What to do
Search the listing below for the word "Seventh" and copy each line where it appears.

Raw data

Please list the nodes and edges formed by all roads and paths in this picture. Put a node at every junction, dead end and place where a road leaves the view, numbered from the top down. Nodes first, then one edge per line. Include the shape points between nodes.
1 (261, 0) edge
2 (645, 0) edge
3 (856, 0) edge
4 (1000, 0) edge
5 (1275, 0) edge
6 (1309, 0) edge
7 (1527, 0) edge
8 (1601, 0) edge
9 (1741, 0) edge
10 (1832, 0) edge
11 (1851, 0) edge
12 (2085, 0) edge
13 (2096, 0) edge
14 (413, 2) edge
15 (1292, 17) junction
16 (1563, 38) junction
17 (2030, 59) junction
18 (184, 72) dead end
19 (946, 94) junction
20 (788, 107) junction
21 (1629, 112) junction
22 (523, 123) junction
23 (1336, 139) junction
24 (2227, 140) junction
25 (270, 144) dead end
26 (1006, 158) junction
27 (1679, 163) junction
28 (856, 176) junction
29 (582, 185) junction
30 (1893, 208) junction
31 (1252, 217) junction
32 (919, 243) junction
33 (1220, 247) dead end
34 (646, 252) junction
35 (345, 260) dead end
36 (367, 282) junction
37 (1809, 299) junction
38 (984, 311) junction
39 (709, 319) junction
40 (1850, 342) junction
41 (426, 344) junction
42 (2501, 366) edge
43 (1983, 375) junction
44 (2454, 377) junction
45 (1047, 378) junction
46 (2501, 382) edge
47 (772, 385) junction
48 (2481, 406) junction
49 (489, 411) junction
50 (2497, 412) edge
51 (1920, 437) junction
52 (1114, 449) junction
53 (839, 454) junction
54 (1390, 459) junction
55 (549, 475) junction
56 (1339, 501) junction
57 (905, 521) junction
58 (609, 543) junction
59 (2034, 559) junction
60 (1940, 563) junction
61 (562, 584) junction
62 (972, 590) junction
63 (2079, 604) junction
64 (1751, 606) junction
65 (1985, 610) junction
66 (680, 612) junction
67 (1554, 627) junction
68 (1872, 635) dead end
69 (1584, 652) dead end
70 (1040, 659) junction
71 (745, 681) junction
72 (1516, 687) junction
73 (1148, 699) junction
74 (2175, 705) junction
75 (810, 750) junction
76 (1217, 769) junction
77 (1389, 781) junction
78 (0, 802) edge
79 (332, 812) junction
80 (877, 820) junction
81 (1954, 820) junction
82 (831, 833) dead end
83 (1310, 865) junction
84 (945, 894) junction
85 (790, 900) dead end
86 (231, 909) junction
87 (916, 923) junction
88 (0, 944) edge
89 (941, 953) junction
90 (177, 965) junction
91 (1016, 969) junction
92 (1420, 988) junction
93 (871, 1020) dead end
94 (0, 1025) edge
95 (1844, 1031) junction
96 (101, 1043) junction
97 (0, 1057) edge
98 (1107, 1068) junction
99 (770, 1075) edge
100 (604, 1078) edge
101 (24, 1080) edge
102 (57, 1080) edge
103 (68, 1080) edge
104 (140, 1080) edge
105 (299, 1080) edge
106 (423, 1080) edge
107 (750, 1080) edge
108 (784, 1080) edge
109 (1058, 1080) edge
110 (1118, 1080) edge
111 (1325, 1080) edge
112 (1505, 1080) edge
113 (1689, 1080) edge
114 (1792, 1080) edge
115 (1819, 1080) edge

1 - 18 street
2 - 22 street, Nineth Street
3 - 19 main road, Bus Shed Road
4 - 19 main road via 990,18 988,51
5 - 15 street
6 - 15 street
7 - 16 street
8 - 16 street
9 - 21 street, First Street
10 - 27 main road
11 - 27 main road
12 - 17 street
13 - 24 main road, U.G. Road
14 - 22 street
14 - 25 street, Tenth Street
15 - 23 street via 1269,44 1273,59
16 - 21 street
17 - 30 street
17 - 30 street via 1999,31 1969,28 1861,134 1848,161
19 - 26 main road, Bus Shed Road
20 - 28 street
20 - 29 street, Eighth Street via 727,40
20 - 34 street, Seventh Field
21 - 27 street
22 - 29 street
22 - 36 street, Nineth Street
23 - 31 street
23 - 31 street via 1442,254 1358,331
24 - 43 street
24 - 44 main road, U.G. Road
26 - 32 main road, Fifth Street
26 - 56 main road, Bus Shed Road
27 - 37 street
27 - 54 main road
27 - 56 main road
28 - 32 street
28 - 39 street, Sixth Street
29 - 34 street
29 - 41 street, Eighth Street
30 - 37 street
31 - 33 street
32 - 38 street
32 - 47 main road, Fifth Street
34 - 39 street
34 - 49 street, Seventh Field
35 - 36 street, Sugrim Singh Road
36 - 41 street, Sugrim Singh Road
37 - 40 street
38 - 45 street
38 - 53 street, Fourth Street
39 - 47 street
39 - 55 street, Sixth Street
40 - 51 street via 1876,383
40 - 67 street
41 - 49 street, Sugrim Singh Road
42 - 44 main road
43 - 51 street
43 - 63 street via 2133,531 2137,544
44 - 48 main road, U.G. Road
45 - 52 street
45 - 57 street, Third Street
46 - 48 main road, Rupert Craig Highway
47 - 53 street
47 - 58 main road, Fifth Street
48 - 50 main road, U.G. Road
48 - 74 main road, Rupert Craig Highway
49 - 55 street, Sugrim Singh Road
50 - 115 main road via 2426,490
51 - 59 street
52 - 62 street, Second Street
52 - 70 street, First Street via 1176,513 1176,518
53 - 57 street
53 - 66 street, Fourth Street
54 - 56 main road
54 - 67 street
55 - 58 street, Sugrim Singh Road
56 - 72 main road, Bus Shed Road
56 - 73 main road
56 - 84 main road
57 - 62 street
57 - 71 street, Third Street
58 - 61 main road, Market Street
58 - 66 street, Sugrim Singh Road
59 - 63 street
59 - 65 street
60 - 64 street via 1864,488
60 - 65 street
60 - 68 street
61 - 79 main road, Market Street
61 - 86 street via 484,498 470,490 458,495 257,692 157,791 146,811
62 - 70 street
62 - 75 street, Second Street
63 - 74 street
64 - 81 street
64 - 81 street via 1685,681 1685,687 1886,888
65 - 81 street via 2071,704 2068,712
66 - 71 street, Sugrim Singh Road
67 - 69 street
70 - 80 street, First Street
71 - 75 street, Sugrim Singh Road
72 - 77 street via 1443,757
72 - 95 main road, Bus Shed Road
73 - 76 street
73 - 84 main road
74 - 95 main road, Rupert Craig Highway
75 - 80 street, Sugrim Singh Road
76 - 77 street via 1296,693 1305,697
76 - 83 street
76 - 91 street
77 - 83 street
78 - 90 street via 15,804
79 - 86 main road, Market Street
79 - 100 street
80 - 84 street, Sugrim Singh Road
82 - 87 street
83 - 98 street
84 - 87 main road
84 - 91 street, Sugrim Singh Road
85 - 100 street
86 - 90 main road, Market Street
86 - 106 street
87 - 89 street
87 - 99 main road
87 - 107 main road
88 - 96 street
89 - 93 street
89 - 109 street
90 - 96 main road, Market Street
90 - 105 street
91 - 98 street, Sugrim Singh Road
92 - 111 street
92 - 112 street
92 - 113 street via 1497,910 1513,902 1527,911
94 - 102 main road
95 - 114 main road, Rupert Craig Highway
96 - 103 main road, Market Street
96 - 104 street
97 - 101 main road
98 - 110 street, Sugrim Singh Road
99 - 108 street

Result
20 - 34 street, Seventh Field
34 - 49 street, Seventh Field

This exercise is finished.